_Instructions for the task:_ From the entries that follow, copy each line in which "junction" appears.

#### Records provided

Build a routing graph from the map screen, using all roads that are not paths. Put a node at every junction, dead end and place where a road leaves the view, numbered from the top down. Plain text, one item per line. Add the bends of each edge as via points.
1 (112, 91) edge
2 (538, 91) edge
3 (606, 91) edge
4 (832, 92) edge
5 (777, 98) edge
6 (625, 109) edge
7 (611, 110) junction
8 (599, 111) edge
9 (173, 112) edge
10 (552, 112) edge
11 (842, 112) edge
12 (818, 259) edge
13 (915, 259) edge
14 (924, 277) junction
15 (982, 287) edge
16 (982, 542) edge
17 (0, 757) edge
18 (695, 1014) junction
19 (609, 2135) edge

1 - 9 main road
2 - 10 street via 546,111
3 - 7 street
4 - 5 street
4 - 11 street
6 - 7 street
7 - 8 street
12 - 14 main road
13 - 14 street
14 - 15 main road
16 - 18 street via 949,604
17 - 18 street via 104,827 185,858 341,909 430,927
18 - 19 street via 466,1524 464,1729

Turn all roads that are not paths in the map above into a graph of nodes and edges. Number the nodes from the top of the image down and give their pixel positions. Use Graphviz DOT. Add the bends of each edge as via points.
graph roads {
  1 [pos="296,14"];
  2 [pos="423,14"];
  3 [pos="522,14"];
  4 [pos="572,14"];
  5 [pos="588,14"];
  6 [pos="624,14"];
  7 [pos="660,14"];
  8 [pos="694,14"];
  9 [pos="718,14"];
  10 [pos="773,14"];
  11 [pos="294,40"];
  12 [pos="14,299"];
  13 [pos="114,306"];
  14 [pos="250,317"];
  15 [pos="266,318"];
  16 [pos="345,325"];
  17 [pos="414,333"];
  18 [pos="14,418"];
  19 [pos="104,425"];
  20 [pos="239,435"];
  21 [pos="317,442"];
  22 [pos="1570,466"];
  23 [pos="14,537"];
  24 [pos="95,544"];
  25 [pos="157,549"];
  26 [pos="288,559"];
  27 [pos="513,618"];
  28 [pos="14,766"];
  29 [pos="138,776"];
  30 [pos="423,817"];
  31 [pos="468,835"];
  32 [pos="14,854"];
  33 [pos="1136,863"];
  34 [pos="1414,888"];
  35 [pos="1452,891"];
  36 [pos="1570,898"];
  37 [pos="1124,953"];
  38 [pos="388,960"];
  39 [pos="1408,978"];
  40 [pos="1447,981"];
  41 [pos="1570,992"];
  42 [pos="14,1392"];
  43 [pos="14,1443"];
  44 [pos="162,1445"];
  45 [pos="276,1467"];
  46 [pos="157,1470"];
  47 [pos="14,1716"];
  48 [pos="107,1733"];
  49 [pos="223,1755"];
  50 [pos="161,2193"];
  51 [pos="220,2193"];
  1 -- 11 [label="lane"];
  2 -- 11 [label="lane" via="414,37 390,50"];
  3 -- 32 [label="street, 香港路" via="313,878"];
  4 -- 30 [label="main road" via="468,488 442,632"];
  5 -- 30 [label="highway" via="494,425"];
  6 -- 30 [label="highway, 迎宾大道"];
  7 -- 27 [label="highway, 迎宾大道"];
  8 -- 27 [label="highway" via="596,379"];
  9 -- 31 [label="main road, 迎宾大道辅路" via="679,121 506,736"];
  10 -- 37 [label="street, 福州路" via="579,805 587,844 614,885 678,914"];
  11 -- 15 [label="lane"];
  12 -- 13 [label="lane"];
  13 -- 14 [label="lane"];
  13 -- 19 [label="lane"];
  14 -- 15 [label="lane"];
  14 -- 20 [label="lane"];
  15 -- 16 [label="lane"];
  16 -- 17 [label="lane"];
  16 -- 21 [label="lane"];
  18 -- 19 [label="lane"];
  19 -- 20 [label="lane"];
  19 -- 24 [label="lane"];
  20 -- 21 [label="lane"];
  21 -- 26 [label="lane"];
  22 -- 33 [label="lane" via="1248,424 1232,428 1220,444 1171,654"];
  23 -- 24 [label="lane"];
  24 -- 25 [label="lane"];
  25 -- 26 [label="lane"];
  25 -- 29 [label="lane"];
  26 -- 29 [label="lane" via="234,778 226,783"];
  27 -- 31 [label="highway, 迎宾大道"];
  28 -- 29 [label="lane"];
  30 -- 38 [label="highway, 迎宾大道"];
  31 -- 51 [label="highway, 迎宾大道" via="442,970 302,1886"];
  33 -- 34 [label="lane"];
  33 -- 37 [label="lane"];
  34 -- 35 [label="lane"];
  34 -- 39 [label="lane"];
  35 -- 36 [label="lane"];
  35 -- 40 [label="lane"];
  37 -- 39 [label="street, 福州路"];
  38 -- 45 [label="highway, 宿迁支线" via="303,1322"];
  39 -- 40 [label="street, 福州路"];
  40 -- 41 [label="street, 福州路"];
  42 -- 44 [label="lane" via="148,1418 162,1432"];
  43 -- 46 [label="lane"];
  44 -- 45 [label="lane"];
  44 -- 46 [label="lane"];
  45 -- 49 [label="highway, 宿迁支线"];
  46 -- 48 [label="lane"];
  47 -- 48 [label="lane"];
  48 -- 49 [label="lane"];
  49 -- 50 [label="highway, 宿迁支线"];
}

########

_Exercise result:_
Build a routing graph from the map screen, using all roads that are not paths. Put a node at every junction, dead end and place where a road leaves the view, numbered from the top down. Plain text, one item per line. Add the bends of each edge as via points.
7 (611, 110) junction
14 (924, 277) junction
18 (695, 1014) junction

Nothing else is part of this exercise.